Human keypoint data
^^^^^^^^
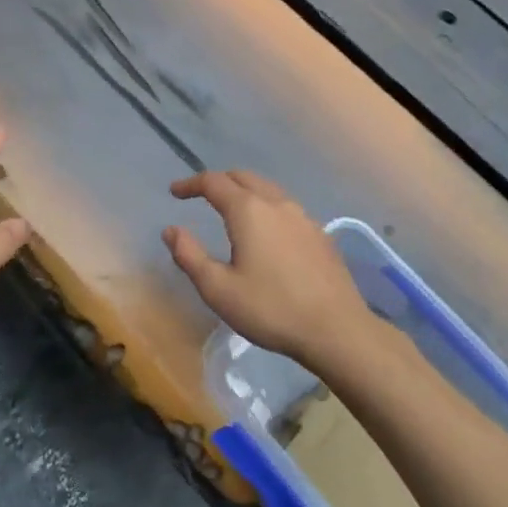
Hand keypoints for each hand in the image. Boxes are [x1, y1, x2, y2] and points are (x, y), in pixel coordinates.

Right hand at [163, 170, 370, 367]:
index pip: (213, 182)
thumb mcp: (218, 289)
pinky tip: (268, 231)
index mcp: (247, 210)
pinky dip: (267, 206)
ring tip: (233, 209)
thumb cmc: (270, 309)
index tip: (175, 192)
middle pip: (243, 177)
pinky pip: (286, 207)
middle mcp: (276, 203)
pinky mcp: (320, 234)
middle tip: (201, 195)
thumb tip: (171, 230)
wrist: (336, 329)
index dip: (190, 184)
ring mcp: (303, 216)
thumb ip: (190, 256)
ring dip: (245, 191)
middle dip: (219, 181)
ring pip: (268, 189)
^^^^^^^^
Copy out each line of the data that includes the string "pinky".

Answer for the task:
pinky tip: (268, 231)
pinky dip: (267, 206)
pinky pip: (286, 207)
pinky mcp: (320, 234)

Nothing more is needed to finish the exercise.